When Your Roots Won't Ground You – The Biggest Takeaway from the New Elvis Biopic

For years, I longed to name my baby boy Elvis. The trend began when I was nine, which explains most of this illogical idea. I had found a few black-and-white photos of my grandfather from the early 50s and thought his sleek black hair and big eyes looked like Elvis’. Thus, it only made sense that I name my child after the rock-and-roll legend and my grandfather, his unofficial legendary twin.

Fast forward two decades – outside of my younger sister – I am the youngest person in the crowded theater to watch Elvis. Though this script features a glamorous aesthetic from the Baby Boomer era, it presents the crushing weight fame places on the soul, packing the movie with timeless lessons for countless generations to glean.

The biggest lesson for me? Well, your roots won’t save you. Although it might be home, an unmatchable retreat on earth, Graceland can’t shield you from external realities. Though romantic and picturesque, love won’t whisk you away from heartless people. Though promising financial gain and social prestige, career success leaves little time to mend an unhealed soul.

The film’s start stars a young Elvis who has a passion for music and a mission to ensure his family never returns to a life stricken with poverty. Those were his roots, his purpose, what lit his fire, and what led him to become a music and cultural icon. As the film progresses, viewers discover the consistent manipulation tactics Elvis’ promoter sneakily wove into the singer’s day-to-day schedule. Meanwhile, political activists used his upbringing in Memphis, a primarily African American city, to twist and turn segregation narratives however they pleased.

We see Elvis unravel as his fame explodes in ways the world had never seen. Frankly, it doesn’t seem that Elvis becomes a Hollywood hottie who is overly engrossed with himself, but rather, the more others use him, the more he is pulled from his only passions: making music and providing for his family.

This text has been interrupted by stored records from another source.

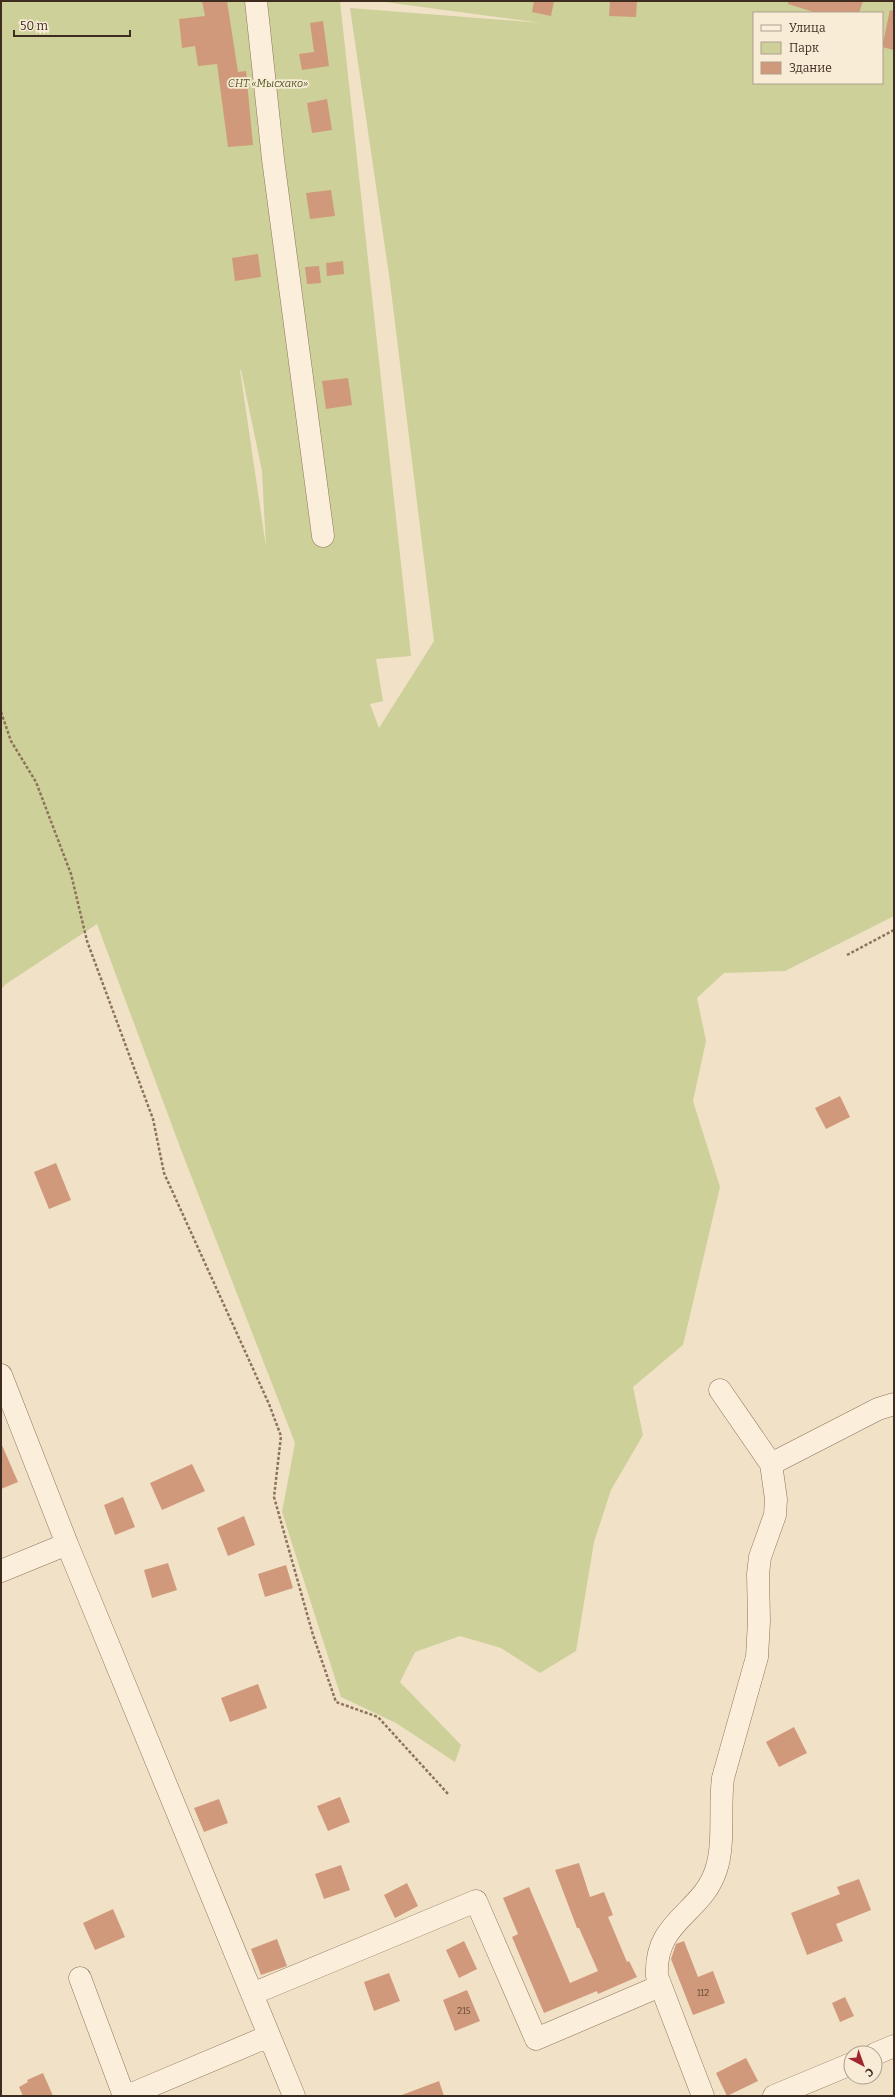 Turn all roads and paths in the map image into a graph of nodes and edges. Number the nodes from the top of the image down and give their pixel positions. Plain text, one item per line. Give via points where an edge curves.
1 (256, 1) edge
2 (323, 536) dead end
3 (1, 712) edge
4 (894, 930) edge
5 (847, 955) dead end
6 (1, 1375) edge
7 (720, 1390) dead end
8 (894, 1404) edge
9 (771, 1464) junction
10 (67, 1544) junction
11 (1, 1571) edge
12 (449, 1795) dead end
13 (80, 1978) dead end
14 (660, 1986) junction
15 (252, 1994) junction
16 (269, 2036) junction
17 (894, 2046) edge
18 (883, 2051) edge
19 (843, 2067) edge
20 (126, 2096) edge
21 (294, 2096) edge
22 (703, 2096) edge
23 (774, 2096) edge

1 - 2 street
3 - 12 path via 11,741 36,782 71,874 87,941 153,1119 164,1173 269,1404 281,1436 274,1497 313,1635 336,1702 378,1717
4 - 5 path
6 - 10 street
7 - 9 street
8 - 9 street via 878,1408
9 - 14 street via 776,1499 775,1514 759,1562 759,1633 756,1657 723,1778 720,1797 720,1854 716,1871 706,1888 669,1930 660,1946 656,1960
10 - 11 street
10 - 15 street
13 - 20 street
14 - 15 street via 536,2039 476,1901
14 - 22 street
15 - 16 street
16 - 20 street
16 - 21 street
17 - 18 street
19 - 23 street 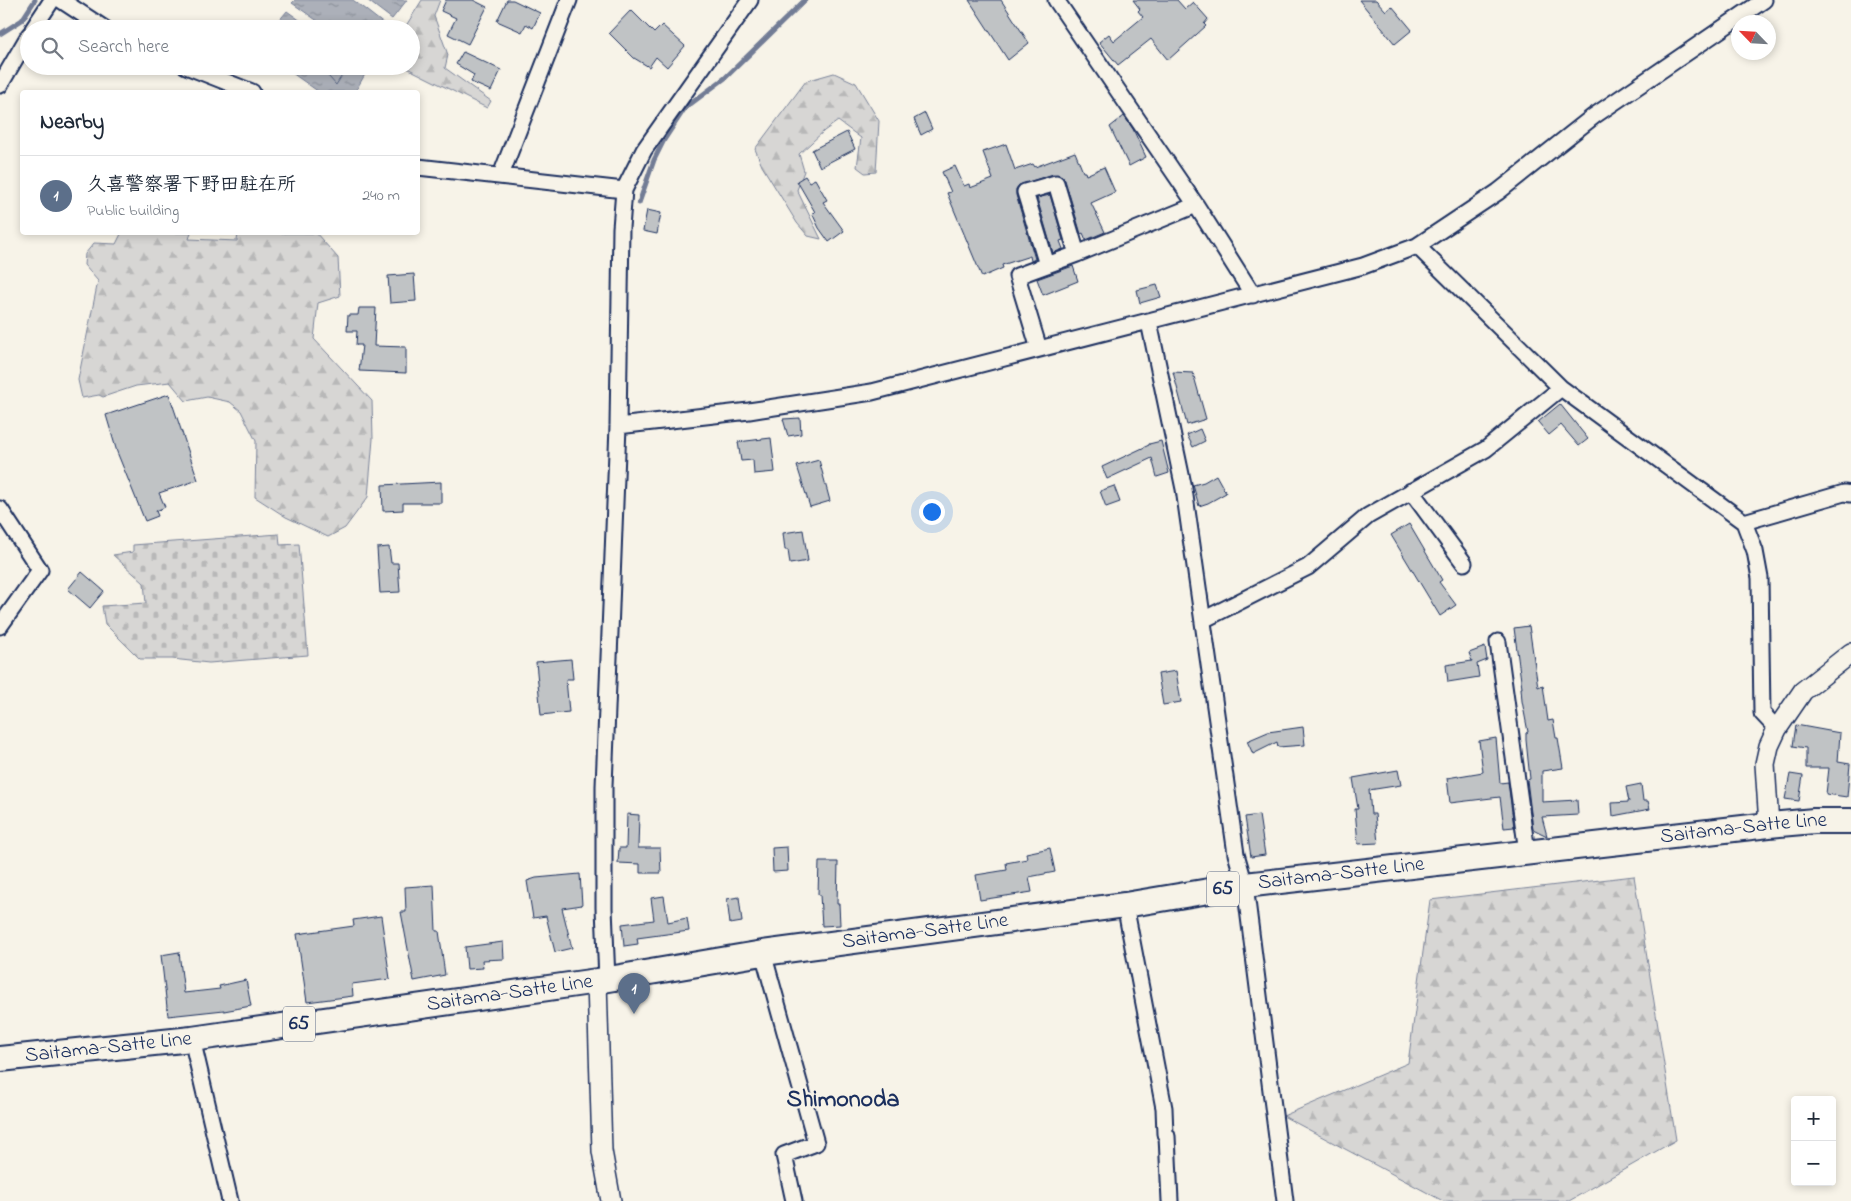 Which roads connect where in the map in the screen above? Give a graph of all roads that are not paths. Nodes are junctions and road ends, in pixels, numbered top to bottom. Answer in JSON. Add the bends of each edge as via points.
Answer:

Such original missions are noble, but fame rarely allows heartfelt goals an easy path. Instead, they pave the heart and mind with prideful indulgences, false promises of endless satisfaction, and the notion that life will be carefree for all if only you follow x, y, and z.

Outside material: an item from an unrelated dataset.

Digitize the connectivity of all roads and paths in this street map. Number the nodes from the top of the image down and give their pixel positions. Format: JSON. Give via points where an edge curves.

Elvis realizes he is caught in this trap, and he longs to return to his roots. He bucks the system, turning down money for music he didn’t like and rebelling against political leaders’ repulsive commands. He has support from family and band members, and he has a loving wife and a beautiful baby girl. His roots come on the road with him, traveling all over the country and reminding him of who he is. Yet, who he is, even with the love and support that earned his start, leaves him unsatisfied. Self-worth is now out of reach, even for Elvis Presley, the King of Rock and Roll.

“Lost.” That’s how Elvis describes himself in the film, amid fame’s destruction and the encouragement from those who cared for him. Elvis truly had the best of both worlds, apart from a devious promoter, but that wouldn’t save him from eventual drug addiction, promiscuity, and lost love for why music originally tugged at his heartstrings.

What struck my soul while sitting in the theater – and what gnaws at my heart even now – is the idea that our passions, our pursuits, our goals, even honorable endeavors like Evlis’, crumble into ruins aside from their Creator.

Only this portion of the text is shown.